[[ Records for this exercise open ]]

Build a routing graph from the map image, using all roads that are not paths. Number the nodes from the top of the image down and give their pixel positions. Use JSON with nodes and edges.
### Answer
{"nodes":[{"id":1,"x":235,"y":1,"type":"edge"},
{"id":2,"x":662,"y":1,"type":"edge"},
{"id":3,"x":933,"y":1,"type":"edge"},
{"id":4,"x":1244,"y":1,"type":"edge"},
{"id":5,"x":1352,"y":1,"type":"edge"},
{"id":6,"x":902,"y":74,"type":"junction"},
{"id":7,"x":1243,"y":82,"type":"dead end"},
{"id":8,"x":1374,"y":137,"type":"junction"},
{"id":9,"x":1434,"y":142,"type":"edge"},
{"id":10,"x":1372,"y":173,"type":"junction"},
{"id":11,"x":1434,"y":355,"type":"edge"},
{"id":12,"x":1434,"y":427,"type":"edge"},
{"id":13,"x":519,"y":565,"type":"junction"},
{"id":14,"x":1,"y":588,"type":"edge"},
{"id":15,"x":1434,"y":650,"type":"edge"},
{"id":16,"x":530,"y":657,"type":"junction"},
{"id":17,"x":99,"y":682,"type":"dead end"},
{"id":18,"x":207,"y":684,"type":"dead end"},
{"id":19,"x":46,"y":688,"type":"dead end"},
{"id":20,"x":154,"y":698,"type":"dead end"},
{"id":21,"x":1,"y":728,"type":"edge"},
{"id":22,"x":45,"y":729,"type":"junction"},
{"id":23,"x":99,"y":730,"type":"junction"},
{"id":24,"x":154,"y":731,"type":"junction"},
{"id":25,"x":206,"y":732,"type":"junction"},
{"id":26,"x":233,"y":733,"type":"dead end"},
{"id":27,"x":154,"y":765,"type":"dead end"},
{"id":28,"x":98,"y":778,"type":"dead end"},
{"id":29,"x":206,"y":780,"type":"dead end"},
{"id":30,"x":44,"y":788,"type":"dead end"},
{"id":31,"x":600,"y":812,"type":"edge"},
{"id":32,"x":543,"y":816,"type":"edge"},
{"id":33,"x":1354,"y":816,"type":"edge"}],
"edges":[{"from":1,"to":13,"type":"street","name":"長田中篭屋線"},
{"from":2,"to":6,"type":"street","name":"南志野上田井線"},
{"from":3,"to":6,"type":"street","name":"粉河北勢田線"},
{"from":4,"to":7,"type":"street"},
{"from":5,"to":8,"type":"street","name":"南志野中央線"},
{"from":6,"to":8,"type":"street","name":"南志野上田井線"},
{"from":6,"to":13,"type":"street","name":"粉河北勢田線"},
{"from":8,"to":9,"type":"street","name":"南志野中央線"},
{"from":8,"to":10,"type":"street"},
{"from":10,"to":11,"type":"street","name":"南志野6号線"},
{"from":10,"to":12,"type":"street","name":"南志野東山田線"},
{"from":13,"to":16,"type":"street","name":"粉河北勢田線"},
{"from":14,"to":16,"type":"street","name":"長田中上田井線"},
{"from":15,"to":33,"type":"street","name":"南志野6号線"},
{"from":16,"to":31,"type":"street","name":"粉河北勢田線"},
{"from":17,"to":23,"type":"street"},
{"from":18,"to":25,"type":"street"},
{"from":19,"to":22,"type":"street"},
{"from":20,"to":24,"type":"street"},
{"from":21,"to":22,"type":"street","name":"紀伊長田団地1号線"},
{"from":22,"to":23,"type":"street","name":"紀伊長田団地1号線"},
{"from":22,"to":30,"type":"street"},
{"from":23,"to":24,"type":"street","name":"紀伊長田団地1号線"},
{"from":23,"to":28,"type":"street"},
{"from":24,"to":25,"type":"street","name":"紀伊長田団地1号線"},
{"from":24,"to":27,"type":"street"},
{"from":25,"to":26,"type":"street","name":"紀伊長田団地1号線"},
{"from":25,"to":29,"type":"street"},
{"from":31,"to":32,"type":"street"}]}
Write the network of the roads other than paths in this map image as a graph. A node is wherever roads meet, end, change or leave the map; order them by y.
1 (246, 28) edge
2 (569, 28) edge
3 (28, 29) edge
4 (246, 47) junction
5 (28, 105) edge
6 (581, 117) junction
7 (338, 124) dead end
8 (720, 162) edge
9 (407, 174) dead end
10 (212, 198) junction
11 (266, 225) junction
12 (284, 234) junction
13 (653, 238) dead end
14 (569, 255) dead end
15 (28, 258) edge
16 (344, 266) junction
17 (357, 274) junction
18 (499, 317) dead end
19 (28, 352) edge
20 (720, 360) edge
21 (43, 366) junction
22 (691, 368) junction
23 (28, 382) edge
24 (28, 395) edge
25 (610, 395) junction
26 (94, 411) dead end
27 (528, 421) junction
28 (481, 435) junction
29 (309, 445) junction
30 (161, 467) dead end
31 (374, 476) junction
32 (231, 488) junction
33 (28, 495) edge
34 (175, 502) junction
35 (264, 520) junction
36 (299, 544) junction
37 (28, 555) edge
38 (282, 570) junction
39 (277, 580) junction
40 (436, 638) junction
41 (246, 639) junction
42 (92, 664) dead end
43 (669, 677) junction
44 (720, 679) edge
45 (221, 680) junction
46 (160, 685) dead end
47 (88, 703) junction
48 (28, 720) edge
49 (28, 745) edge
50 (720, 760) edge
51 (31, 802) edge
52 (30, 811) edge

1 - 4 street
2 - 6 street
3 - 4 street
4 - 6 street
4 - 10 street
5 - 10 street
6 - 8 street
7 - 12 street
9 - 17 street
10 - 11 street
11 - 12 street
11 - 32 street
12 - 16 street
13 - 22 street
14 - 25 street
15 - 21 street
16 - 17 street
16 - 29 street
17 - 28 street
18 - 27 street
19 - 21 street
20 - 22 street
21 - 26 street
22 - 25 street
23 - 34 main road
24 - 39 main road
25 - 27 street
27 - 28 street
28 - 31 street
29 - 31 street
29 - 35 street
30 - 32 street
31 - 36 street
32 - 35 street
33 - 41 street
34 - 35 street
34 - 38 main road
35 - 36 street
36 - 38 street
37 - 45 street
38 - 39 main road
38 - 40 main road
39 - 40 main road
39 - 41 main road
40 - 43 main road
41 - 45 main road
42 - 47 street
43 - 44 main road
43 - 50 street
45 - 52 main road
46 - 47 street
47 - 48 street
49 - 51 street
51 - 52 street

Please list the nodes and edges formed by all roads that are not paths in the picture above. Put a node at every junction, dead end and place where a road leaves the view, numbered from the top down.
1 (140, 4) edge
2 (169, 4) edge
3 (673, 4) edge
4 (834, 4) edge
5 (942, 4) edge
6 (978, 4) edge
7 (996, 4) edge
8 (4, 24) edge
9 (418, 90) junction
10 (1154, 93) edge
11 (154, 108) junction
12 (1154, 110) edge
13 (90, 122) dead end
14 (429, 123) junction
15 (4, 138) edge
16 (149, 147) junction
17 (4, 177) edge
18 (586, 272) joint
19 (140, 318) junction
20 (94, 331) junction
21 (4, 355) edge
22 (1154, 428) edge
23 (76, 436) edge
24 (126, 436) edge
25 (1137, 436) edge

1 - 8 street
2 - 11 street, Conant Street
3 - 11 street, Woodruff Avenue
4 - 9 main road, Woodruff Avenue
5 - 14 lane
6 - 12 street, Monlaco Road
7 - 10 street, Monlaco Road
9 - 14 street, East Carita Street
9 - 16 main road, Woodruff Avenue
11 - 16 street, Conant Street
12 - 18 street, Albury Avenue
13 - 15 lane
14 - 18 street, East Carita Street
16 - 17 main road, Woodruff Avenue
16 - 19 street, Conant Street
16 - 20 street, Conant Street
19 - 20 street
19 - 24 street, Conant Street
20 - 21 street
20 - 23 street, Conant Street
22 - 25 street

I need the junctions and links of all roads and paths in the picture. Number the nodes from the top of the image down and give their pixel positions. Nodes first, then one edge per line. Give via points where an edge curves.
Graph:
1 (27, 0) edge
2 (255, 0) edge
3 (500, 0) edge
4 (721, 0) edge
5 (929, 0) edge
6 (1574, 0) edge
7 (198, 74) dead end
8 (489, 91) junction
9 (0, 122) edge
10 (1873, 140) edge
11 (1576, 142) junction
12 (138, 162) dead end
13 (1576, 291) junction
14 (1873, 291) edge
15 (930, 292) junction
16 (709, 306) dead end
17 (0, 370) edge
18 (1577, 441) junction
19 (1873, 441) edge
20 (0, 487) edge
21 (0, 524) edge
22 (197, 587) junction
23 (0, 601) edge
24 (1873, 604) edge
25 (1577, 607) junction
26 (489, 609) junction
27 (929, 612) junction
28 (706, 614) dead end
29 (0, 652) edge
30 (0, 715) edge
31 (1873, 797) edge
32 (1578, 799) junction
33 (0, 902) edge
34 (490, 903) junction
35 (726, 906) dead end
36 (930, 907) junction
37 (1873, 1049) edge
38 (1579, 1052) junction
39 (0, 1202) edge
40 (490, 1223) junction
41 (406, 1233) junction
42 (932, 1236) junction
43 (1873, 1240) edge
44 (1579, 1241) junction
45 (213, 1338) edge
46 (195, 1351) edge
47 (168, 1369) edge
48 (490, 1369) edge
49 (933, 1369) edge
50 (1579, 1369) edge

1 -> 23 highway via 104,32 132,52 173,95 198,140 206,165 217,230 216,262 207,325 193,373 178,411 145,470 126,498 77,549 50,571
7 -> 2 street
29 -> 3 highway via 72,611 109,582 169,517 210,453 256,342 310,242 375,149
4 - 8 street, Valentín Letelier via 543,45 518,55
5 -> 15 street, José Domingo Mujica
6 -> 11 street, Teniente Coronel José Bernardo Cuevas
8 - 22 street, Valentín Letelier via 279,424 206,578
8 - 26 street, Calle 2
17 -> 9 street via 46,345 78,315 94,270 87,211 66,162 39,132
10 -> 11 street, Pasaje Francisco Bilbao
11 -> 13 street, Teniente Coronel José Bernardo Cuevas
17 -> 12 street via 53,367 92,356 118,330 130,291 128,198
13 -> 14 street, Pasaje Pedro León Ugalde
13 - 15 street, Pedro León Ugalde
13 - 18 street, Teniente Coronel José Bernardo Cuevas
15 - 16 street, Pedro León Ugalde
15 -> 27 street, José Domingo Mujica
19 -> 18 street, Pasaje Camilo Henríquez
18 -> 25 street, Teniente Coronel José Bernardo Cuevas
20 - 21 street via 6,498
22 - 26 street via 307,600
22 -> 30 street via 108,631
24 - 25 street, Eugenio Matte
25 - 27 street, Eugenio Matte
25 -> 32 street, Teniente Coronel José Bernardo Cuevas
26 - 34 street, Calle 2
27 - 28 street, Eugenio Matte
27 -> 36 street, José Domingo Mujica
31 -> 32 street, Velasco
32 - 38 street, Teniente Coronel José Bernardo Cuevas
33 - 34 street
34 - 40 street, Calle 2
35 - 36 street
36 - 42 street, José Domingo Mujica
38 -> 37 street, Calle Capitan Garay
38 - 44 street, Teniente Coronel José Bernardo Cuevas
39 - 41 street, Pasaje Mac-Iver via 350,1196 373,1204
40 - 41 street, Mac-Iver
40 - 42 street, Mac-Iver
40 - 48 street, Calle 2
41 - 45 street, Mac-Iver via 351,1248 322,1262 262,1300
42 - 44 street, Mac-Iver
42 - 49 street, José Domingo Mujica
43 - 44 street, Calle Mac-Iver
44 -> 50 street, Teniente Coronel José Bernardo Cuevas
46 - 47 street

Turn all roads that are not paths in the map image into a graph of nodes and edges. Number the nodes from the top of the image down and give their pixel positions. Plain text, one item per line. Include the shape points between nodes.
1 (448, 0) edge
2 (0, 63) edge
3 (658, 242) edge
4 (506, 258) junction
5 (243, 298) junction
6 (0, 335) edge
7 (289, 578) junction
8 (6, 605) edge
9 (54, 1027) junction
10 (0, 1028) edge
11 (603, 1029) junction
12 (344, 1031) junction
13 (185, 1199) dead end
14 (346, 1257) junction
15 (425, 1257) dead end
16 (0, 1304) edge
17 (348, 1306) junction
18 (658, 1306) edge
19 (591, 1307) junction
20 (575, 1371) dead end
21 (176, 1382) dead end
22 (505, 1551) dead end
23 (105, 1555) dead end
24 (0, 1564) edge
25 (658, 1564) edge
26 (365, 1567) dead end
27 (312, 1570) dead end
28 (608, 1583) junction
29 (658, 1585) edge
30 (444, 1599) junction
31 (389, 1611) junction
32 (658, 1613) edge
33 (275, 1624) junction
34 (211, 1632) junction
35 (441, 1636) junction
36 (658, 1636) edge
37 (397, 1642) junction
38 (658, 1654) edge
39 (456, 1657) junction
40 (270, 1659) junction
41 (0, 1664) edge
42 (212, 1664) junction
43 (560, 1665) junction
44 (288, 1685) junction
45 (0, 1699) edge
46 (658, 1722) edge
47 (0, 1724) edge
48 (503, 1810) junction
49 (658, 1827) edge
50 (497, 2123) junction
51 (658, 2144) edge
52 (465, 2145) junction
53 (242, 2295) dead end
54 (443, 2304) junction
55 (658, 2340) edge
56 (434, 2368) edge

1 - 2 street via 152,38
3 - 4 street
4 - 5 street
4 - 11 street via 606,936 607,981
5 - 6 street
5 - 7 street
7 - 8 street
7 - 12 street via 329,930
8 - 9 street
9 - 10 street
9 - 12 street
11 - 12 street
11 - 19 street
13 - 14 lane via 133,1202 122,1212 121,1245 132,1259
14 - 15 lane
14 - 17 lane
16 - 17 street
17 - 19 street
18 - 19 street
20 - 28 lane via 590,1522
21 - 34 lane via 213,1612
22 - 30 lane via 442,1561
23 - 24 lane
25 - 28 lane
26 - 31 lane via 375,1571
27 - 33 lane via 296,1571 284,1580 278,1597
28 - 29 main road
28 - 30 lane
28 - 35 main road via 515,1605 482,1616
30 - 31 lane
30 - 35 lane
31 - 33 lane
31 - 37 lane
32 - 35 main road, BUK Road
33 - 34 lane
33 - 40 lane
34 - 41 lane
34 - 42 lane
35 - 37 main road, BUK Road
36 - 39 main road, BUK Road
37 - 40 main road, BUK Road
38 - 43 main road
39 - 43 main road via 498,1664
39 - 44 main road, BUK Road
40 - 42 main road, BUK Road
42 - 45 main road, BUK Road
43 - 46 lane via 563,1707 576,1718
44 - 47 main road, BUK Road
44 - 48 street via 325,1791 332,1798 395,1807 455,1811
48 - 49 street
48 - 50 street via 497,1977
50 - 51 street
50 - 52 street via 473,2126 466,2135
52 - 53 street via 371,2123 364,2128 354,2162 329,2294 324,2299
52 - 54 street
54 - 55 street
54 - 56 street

[[ Records for this exercise closed ]]

■ What this task involves:
In the records, locate each line holding the string "Calle" and copy it.

■ Solution for this task:
8 - 26 street, Calle 2
26 - 34 street, Calle 2
34 - 40 street, Calle 2
38 -> 37 street, Calle Capitan Garay
40 - 48 street, Calle 2
43 - 44 street, Calle Mac-Iver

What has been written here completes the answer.